Below are the records. How many of their lines contain "index"? Give only the number.

:: Stored data ::
▼

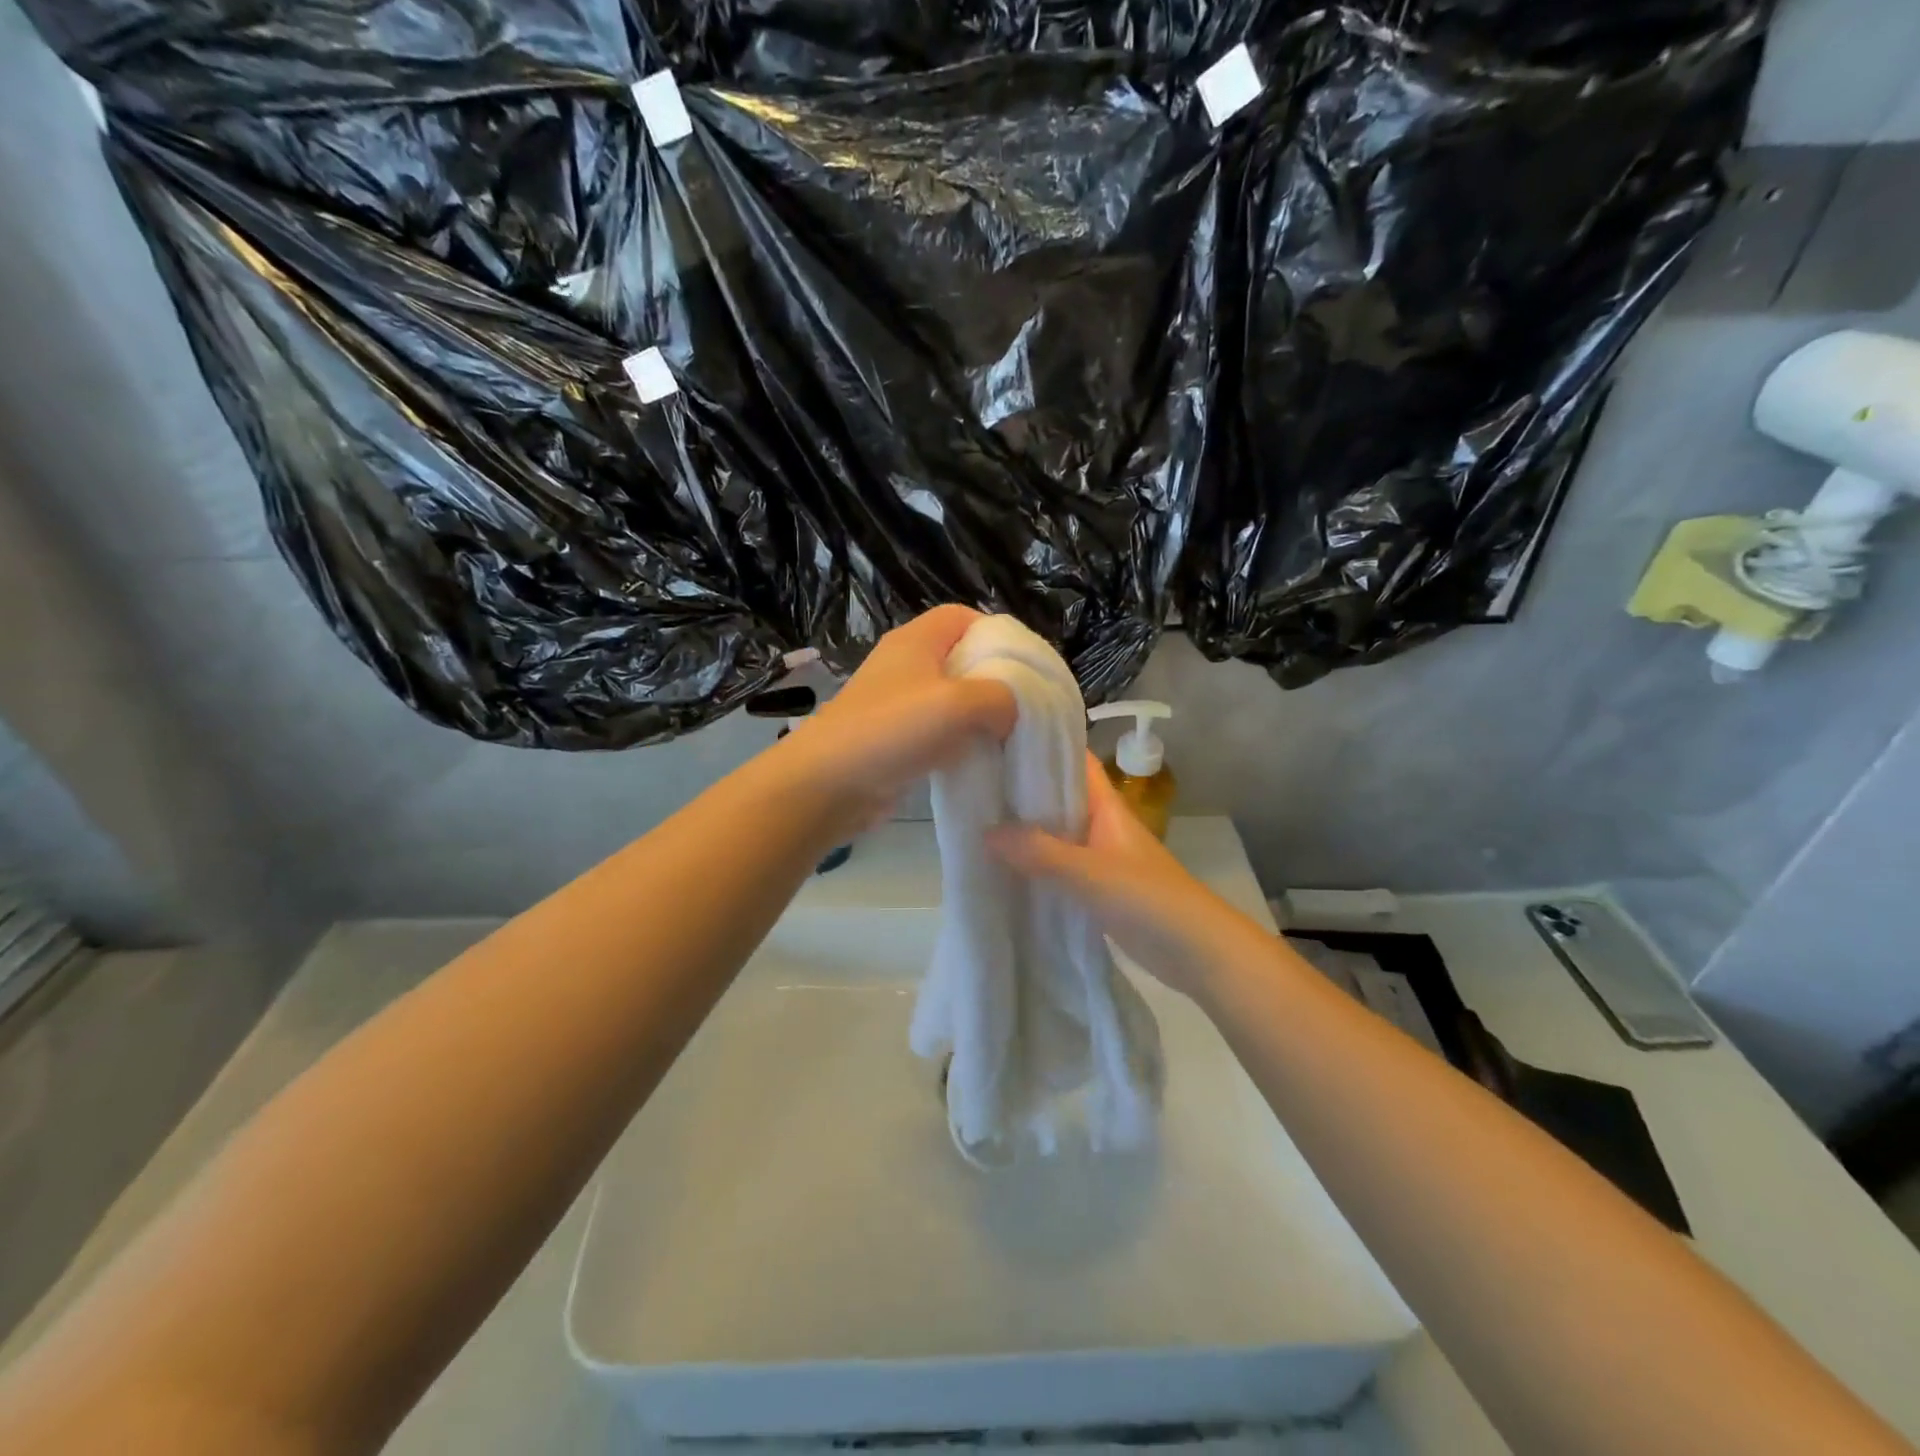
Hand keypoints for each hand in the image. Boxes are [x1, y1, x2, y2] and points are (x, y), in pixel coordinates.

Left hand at [779, 606, 1018, 831]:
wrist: (828, 784)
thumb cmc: (893, 730)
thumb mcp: (959, 703)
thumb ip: (1001, 697)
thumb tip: (1013, 710)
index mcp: (916, 640)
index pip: (963, 616)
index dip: (997, 633)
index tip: (1025, 665)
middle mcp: (905, 665)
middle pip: (960, 658)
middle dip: (994, 679)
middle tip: (1025, 704)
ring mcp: (897, 704)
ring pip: (950, 699)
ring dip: (978, 715)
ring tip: (1009, 734)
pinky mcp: (894, 739)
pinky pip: (937, 731)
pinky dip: (959, 741)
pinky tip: (978, 759)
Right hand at [988, 753, 1270, 1001]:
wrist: (1196, 952)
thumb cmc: (1148, 899)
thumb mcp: (1089, 872)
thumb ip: (1039, 852)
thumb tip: (984, 832)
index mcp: (1106, 806)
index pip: (1073, 761)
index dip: (1041, 745)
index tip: (998, 736)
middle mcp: (1101, 824)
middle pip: (1058, 797)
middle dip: (1021, 789)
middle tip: (973, 780)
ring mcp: (1100, 857)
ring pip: (1056, 833)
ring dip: (1024, 829)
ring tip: (976, 820)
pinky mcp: (1097, 888)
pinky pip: (1058, 866)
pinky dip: (1034, 864)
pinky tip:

▲

:: Solution to this task ::
8